67. Since the matter is pending before the Hon’ble Supreme Court, the interim order passed in the present cases, would continue to operate and would be governed by the final adjudication by the Supreme Court on the issues in the aforesaid SLP-4240-2025.

68. In view of the aforesaid, all these connected cases are disposed of accordingly along with pending applications, if any.”

8. The Court has heard Id. Counsels for the parties for a substantial period today. A perusal of the above would show that various High Courts have taken a view and the matter is squarely now pending before the Supreme Court.
9. Apart from the challenge to the notifications itself, various counsels submit that even if the same are upheld, they would still pray for relief for the parties as the Petitioners have been unable to file replies due to several reasons and were unable to avail of personal hearings in most cases. In effect therefore in most cases the adjudication orders are passed ex-parte. Huge demands have been raised and even penalties have been imposed.
10. Broadly, there are six categories of cases which are pending before this Court. While the issue concerning the validity of the impugned notifications is presently under consideration before the Supreme Court, this Court is of the prima facie view that, depending upon the categories of petitions, orders can be passed affording an opportunity to the Petitioners to place their stand before the adjudicating authority.
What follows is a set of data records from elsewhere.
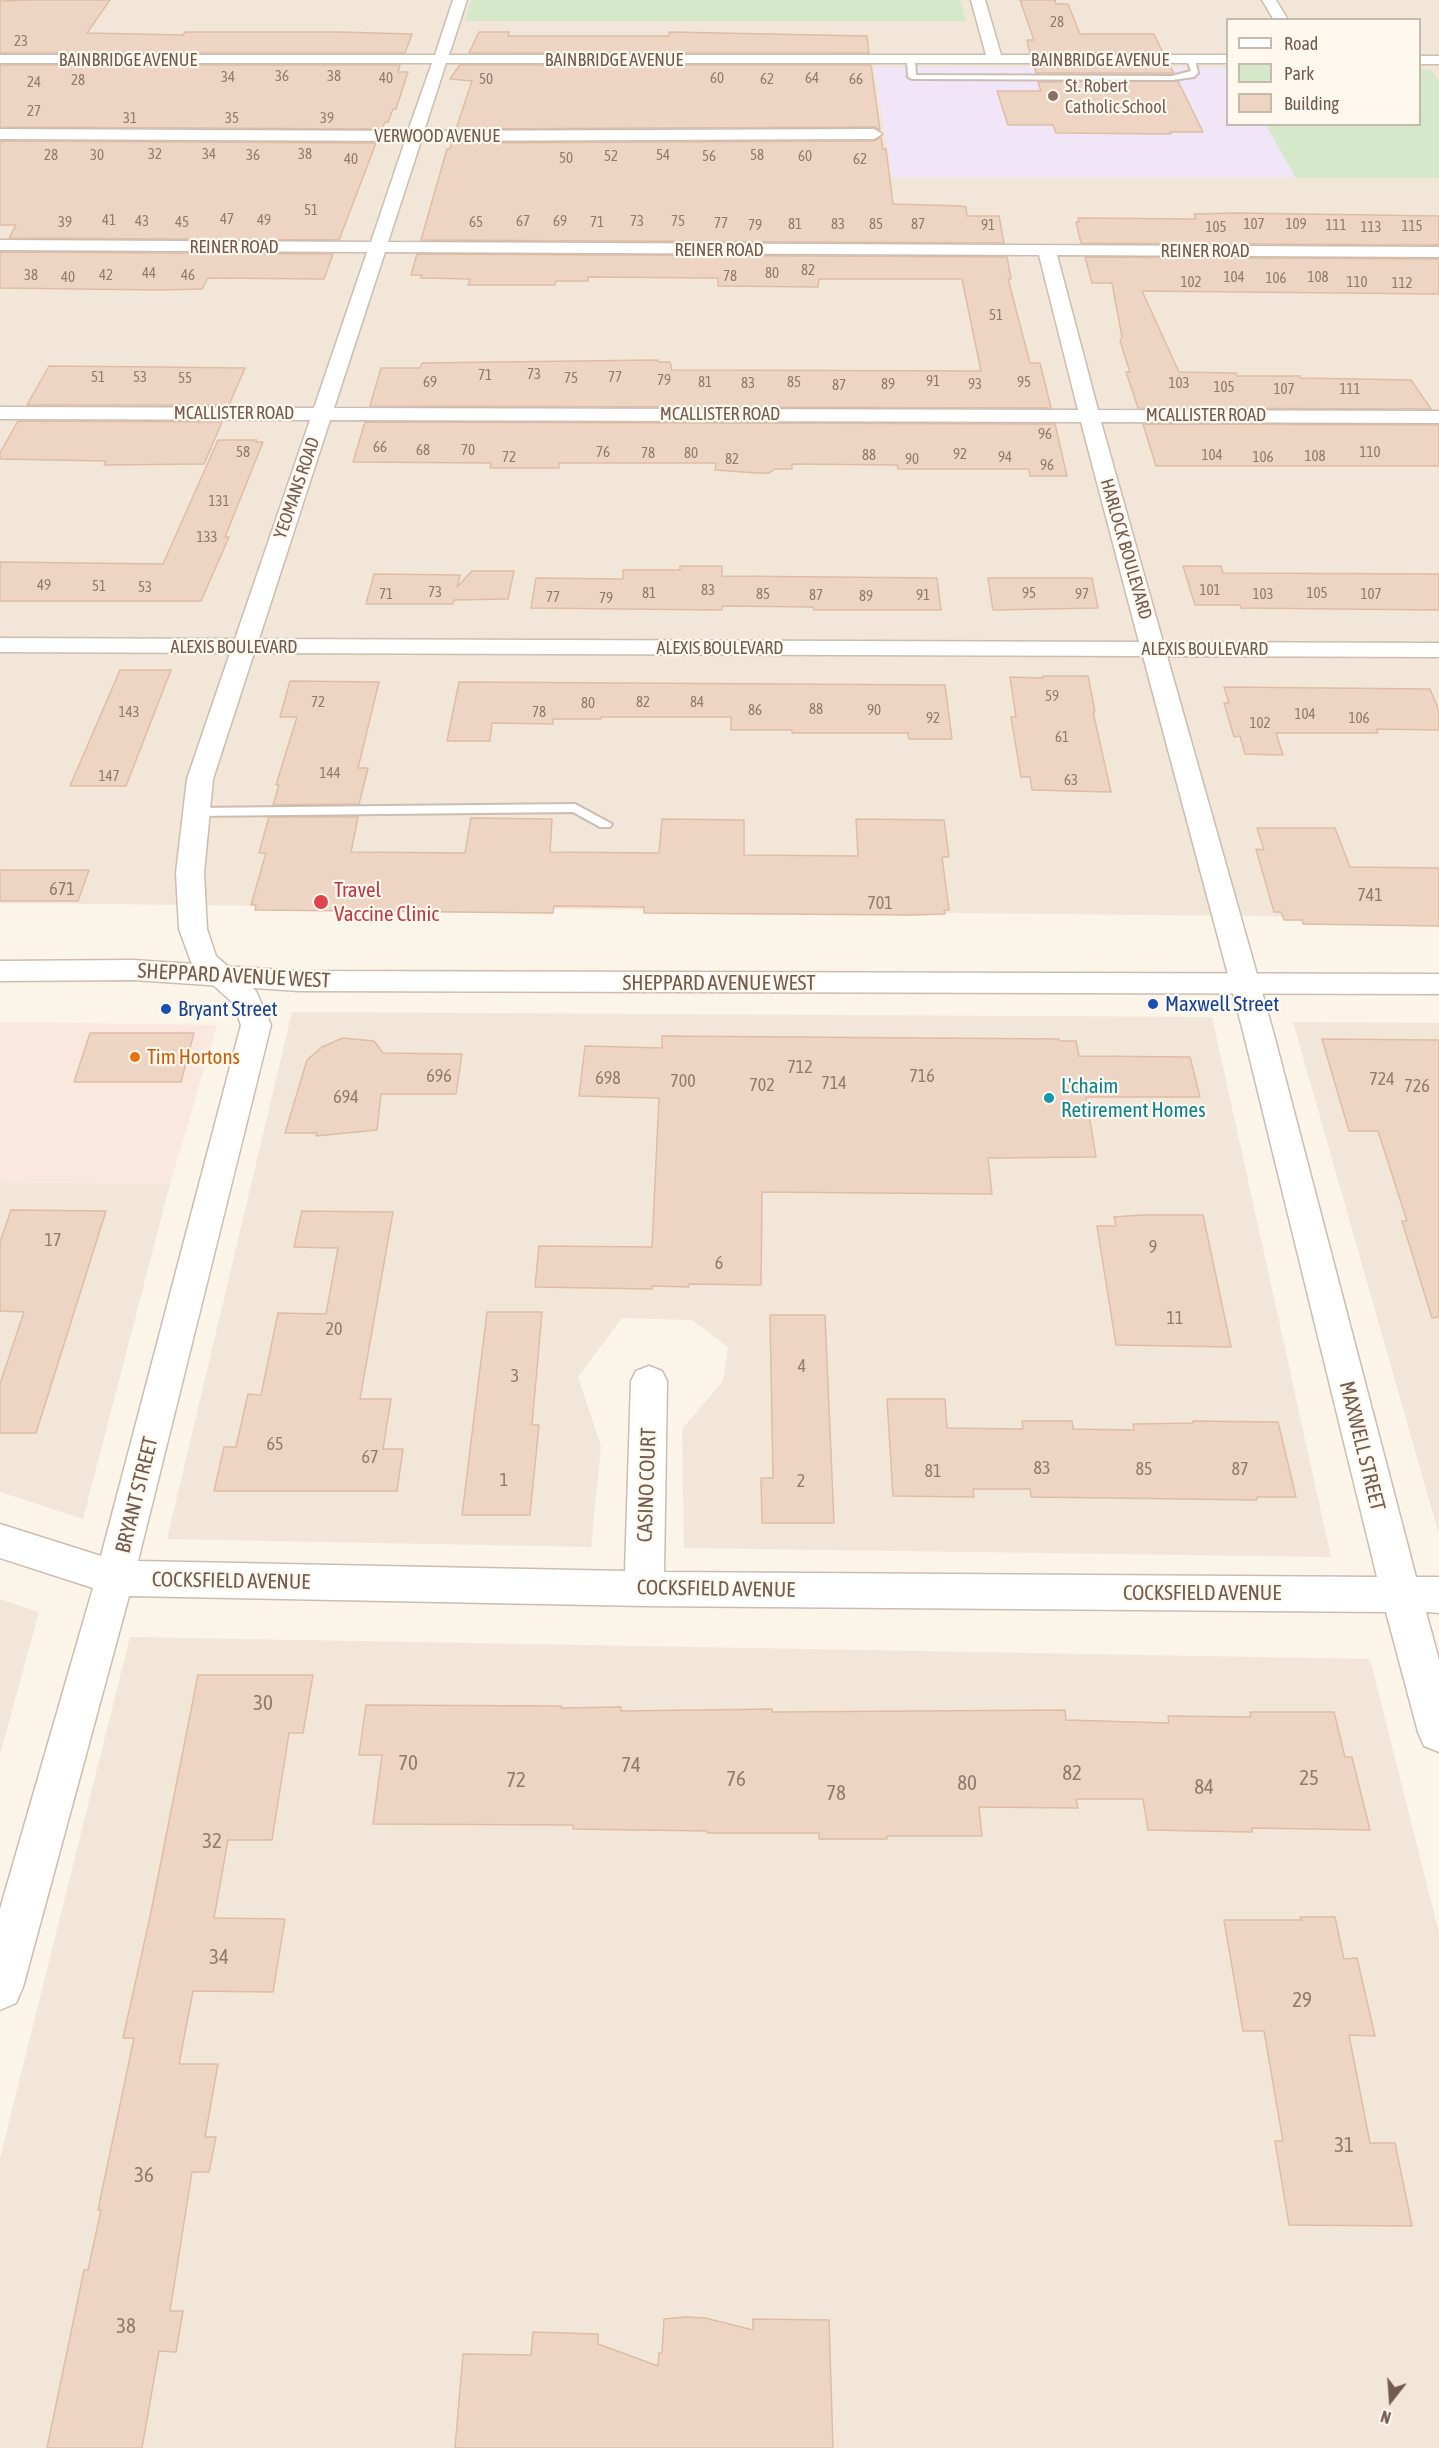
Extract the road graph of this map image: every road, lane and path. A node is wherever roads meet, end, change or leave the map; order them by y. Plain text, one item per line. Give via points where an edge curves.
1 (460, 0) edge
2 (978, 0) edge
3 (1269, 0) edge
4 (1280, 18) edge
5 (0, 59) edge
6 (1191, 59) junction
7 (1226, 59) edge
8 (440, 60) junction
9 (911, 60) junction
10 (995, 60) junction
11 (1421, 60) edge
12 (1439, 60) edge
13 (0, 134) edge
14 (874, 134) dead end
15 (413, 136) junction
16 (0, 245) edge
17 (377, 248) junction
18 (1047, 251) junction
19 (1439, 252) edge
20 (0, 413) edge
21 (322, 414) junction
22 (1088, 414) junction
23 (1439, 417) edge
24 (0, 645) edge
25 (243, 647) junction
26 (1154, 648) junction
27 (1439, 650) edge
28 (196, 812) junction
29 (605, 824) dead end
30 (0, 971) edge
31 (221, 976) junction
32 (1439, 984) edge
33 (1245, 985) junction
34 (650, 1381) dead end
35 (0, 1541) edge
36 (116, 1578) junction
37 (644, 1589) junction
38 (1400, 1595) junction
39 (1439, 1595) edge
40 (1439, 1732) edge
41 (0, 1987) edge

1 - 8 street, YEOMANS ROAD
2 - 10 street
3 - 4 street
5 - 8 street, BAINBRIDGE AVENUE
6 - 7 street, BAINBRIDGE AVENUE
6 - 9 lane via 1195,71 1191,75 1172,78 912,77
6 - 10 street, BAINBRIDGE AVENUE
8 - 9 street, BAINBRIDGE AVENUE
8 - 15 street, YEOMANS ROAD
9 - 10 street, BAINBRIDGE AVENUE
11 - 12 street
13 - 15 street, VERWOOD AVENUE
14 - 15 street, VERWOOD AVENUE
15 - 17 street, YEOMANS ROAD
16 - 17 street, REINER ROAD
17 - 18 street, REINER ROAD
17 - 21 street, YEOMANS ROAD
18 - 19 street, REINER ROAD
18 - 22 street, HARLOCK BOULEVARD
20 - 21 street, MCALLISTER ROAD
21 - 22 street, MCALLISTER ROAD
21 - 25 street, YEOMANS ROAD
22 - 23 street, MCALLISTER ROAD
22 - 26 street, HARLOCK BOULEVARD
24 - 25 street, ALEXIS BOULEVARD
25 - 26 street, ALEXIS BOULEVARD
25 - 28 street, YEOMANS ROAD via 200,779
26 - 27 street, ALEXIS BOULEVARD
26 - 33 street, HARLOCK BOULEVARD
28 - 29 lane via 575,808
28 - 31 street, YEOMANS ROAD via 190,873 193,929 203,960
30 - 31 street, SHEPPARD AVENUE WEST via 133,970
31 - 33 street, SHEPPARD AVENUE WEST via 299,981
31 - 36 street, BRYANT STREET via 246,998 256,1025
32 - 33 street, SHEPPARD AVENUE WEST
33 - 38 street, MAXWELL STREET
34 - 37 street, CASINO COURT
35 - 36 street, COCKSFIELD AVENUE
36 - 37 street, COCKSFIELD AVENUE
36 - 41 street, BRYANT STREET
37 - 38 street, COCKSFIELD AVENUE
38 - 39 street, COCKSFIELD AVENUE
38 - 40 street, MAXWELL STREET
In some cases, proceedings including appellate remedies may be permitted to be pursued by the Petitioners, without delving into the question of the validity of the said notifications at this stage.
11. The said categories and proposed reliefs have been broadly put to the parties today. They may seek instructions and revert by tomorrow i.e., 23rd April, 2025.
5. As observed by this Court in the order dated 22nd April, 2025, since the challenge to the above mentioned notification is presently under consideration before the Supreme Court in S.L.P No 4240/2025 titled M/s HCC-SEW-MEIL-AAG JV v. Assistant Commissioner of State Tax & Ors., the challenge made by the Petitioner to the notification in the present proceedings shall also be subject to the outcome of the decision of the Supreme Court.
6. On facts, however, the submission of the Petitioner is that no personal hearing was given to it before the demand to the tune of Rs. 9,96,765/- was confirmed vide the impugned order.
7. The Court has perused the records. The impugned order arises from the show cause notice dated 9th May, 2024. Reply to the same was filed by the Petitioner on 4th June, 2024. However, the impugned order, in the first paragraph, records as under:
“W.r.t. mismatch in Table 8A of GSTR-9 with GSTR-3B for the FY 2019-20 amounting to Rs. 8634/- SGST, Rs. 8634/-CGST, Rs. 92797 /- IGST, the taxpayer had not availed the opportunity of personal hearing afforded to him and accordingly the case has been decided on the basis on the reply filed by the taxpayer on 01-06-2024. As per the reply the taxpayer had stated that CGTMSE had not reported the ITC on their fees amount and in spite of their take up with them the same are still not reflecting. In other words it is admitted by the taxpayer that the input has been claimed without its accumulation irrespective of whatever is the reason and accordingly I raise the demand against the taxpayer”
8. A perusal of the above paragraph from the impugned order makes it clear that the personal hearing was not availed by the Petitioner in this matter before the impugned order has been passed.
9. In view thereof, the impugned order is set aside. Let a personal hearing be given to the Petitioner and the personal hearing notice be issued to the Petitioner on the following email ID Email – ansariadvocate15@gmail.com
10. However, it is made clear that the issue in respect of the validity of the impugned notification is left open. Any order passed by the Adjudicating authority shall be subject to the outcome of the decision of the Supreme Court.
11. The petition is disposed of in the above terms. Pending applications, if any, is also disposed of.